Now a senior dissident, “Demiksa” related what had happened to him back in Ethiopia.

He said that after refusing orders to torture prisoners held in Addis Ababa’s infamous Maekelawi prison, he was accused of being an opposition collaborator, detained, and then tortured himself.

“They tied my hands up and hung me up on the wall with nails and beat me with electric cables around my ankles and on my back,” he told IRIN, fighting tears. “I couldn’t walk for three months,” he added.

“Demiksa” said he was spared capital punishment on one condition: kill or be killed. Handed photographs of two prominent Oromo activists, he was given a loaded gun and told to get into a car.

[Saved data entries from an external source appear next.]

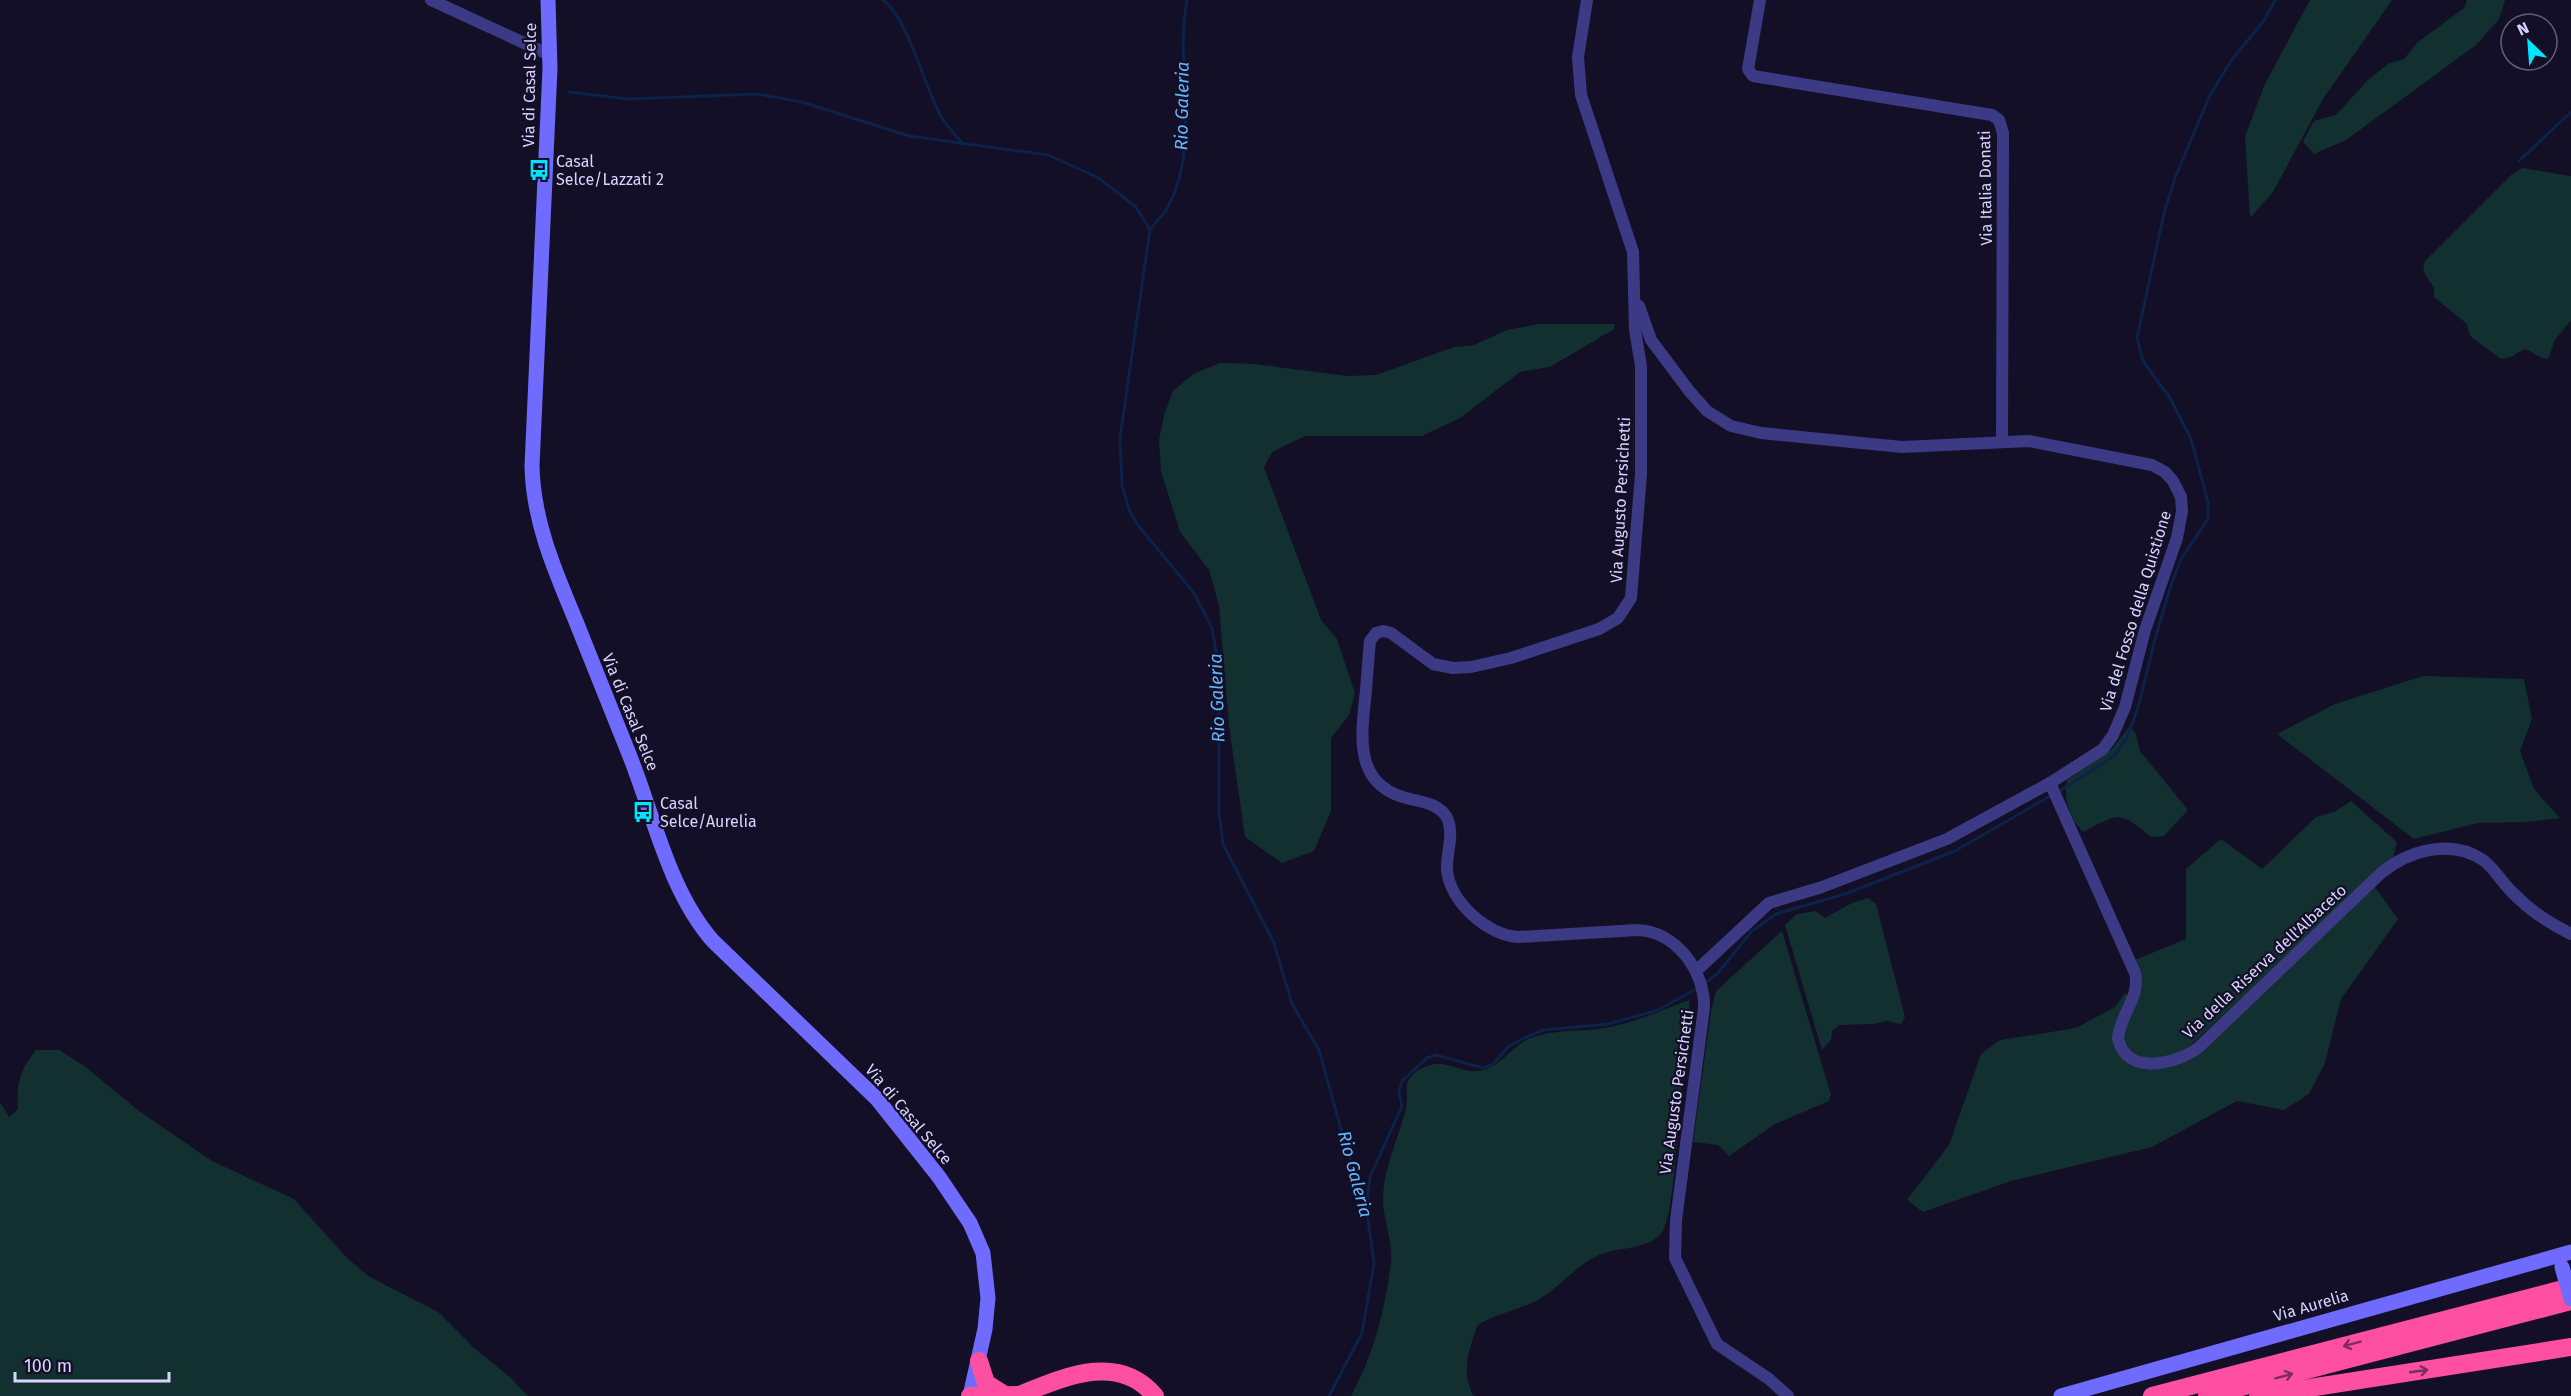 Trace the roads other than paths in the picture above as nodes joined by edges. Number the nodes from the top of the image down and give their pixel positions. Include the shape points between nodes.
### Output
1 (431, 0) edge
2 (548, 0) edge
3 (1587, 0) edge
4 (1760, 0) edge
5 (550, 55) junction
6 (1634, 302) junction
7 (2002, 441) junction
8 (2053, 791) junction
9 (2571, 934) edge
10 (1698, 974) junction
11 (2564, 1258) edge
12 (2571, 1287) edge
13 (2571, 1300) edge
14 (2571, 1347) edge
15 (979, 1361) junction
16 (1014, 1395) edge
17 (970, 1396) edge
18 (1155, 1396) edge
19 (1788, 1396) edge
20 (2061, 1396) edge
21 (2152, 1396) edge
22 (2207, 1396) edge
23 (2258, 1396) edge

1 - 5 street
2 - 5 main road, Via di Casal Selce
3 - 6 street, Via Augusto Persichetti via 1578,45 1580,86 1631,242
4 - 7 street, Via Italia Donati via 1748,69 1753,76 1994,115 1999,120 2003,133
5 - 15 main road, Via di Casal Selce via 532,466 536,506 549,555 691,911 713,941 877,1099 939,1177 975,1231 986,1266 988,1298
6 - 7 street, Via del Fosso della Quistione via 1651,340 1690,392 1707,411 1731,426 1761,433 1902,447
6 - 10 street, Via Augusto Persichetti via 1641,366 1641,474 1633,585 1626,609 1592,632 1471,667 1433,664 1391,633 1376,633 1370,641 1361,742 1366,764 1385,790 1431,804 1447,818 1447,872 1451,883 1468,910 1489,928 1511,936 1653,932 1673,943
7 - 8 street, Via del Fosso della Quistione via 2036,442 2152,465 2173,481 2183,502 2177,538 2117,728 2098,754
8 - 9 street, Via della Riserva dell'Albaceto via 2135,973 2135,992 2119,1028 2118,1040 2126,1054 2146,1064 2173,1061 2198,1048 2380,874 2414,853 2448,849 2478,857 2534,912
8 - 10 street, Via del Fosso della Quistione via 1932,846 1769,903
10 - 19 street, Via Augusto Persichetti via 1704,1008 1675,1229 1676,1258 1717,1344
11 - 13 main road, bridge
11 - 20 main road, Via Aurelia
12 -> 21 highway
22 -> 13 highway
23 -> 14 highway
15 - 16 highway via 986,1383
15 - 17 main road, Via di Casal Selce
16 - 17 highway
16 - 18 highway via 1106,1370 1130,1376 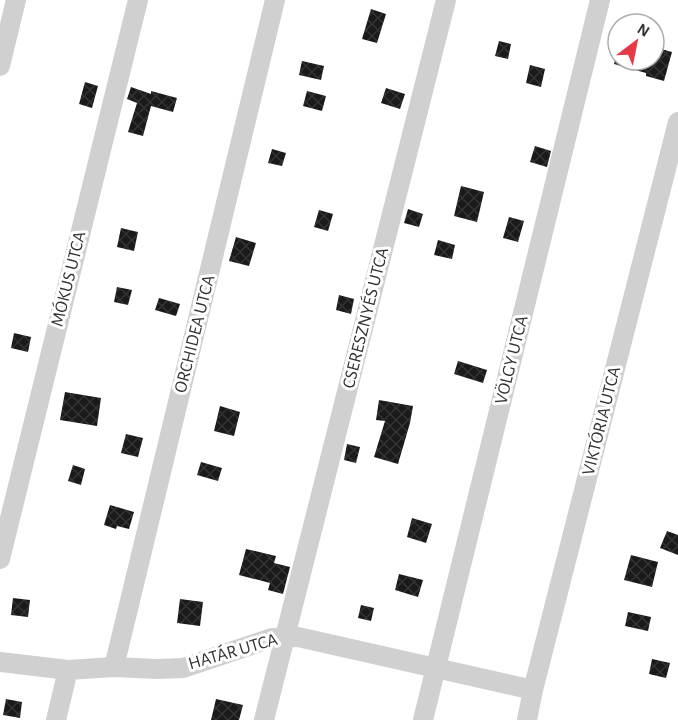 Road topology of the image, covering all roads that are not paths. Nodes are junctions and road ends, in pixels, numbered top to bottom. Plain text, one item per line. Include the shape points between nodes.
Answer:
1 (16, 0) edge
2 (138, 0) edge
3 (275, 0) edge
4 (446, 0) edge
5 (600, 0) edge
6 (0, 66) edge
7 (678, 122) edge
8 (0, 559) edge
9 (285, 637) junction
10 (0, 662) edge
11 (114, 667) junction
12 (436, 667) junction
13 (68, 670) junction
14 (533, 690) junction
15 (56, 720) edge
16 (264, 720) edge
17 (423, 720) edge
18 (527, 720) edge

1 - 6 street
2 - 8 street, MÓKUS UTCA
3 - 11 street, ORCHIDEA UTCA
4 - 9 street, CSERESZNYÉS UTCA
5 - 12 street, VÖLGY UTCA
7 - 14 street, VIKTÓRIA UTCA
9 - 11 street, HATÁR UTCA via 183,668
9 - 12 street, HATÁR UTCA via 298,636
9 - 16 street, CSERESZNYÉS UTCA
10 - 13 street, HATÁR UTCA
11 - 13 street, HATÁR UTCA
12 - 14 street, HATÁR UTCA
12 - 17 street, VÖLGY UTCA
13 - 15 street
14 - 18 street, VIKTÓRIA UTCA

He accepted the mission – “I had no choice,” he told IRIN – but was able to escape en route to the hit, and then fled Ethiopia.

When he arrived in Nairobi, “Demiksa” was told to register at the Kakuma refugee camp in northern Kenya like all other Ethiopian exiles.

The long arm of Ethiopian security

But Oromo who fear being stalked by Ethiopian intelligence believe even Kakuma is not safe.

“Threats from Ethiopian security officials – working together with local [Kenyan] police – also extend to the refugee camps [in Kenya],” Human Rights Watch researcher Felix Horne told IRIN.

Horne said Oromo activists who have come from cities in Ethiopia fear camp life because of the lack of employment opportunities, the heat, and Kakuma’s physical proximity to Ethiopia.

But they have darker fears too.

Oromo refugees have reportedly been kidnapped from Kenya and taken back to Ethiopia, and there have been similar reports from Sudan, Djibouti, Uganda, and Somaliland.

“This is not unique to Kenya,” Horne said. “The patterns of pervasive Ethiopian security presence utilising local security officials is similar in other countries where Ethiopians flee to.”

Tariku Debela, a political refugee living in Kampala who fled Kenya in April 2016, still remains a target for Ethiopian security forces. He told IRIN that his scars bear witness both to the torture he received in Ethiopia and an attempt on his life in Uganda.

“Some people came to my hotel room, drugged me, and then beat me up,” he explained to IRIN over the phone. “People living nearby heard what was happening and came to my rescue. One of [the attackers] was arrested.”

A Ugandan police investigation revealed “that the men who attacked me were sent from Ethiopia to kill me,” he added.

After imploring the UN refugee agency several times to offer him protection, Debela now stays in a UNHCR safe house, but doesn’t get much else in the way of assistance.

“UNHCR haven’t even tried to help me process my case for resettlement,” he told IRIN. “Since I am a political refugee, I shouldn’t have to stay here for the rest of my life.”

UNHCR has a mandate to provide protection to refugees, including political figures like “Demiksa” and Debela.

“The documentation issued to them by the government and UNHCR gives them the right to reside legally in Kenya and protects them from deportation to their country of origin or expulsion from Kenya,” Yvonne Ndege, senior communications officer at UNHCR, told IRIN.“There are some high-profile cases, such as the Oromo; sometimes their cases are expedited through the registration process,” she added.

But some say this policy exists only in theory.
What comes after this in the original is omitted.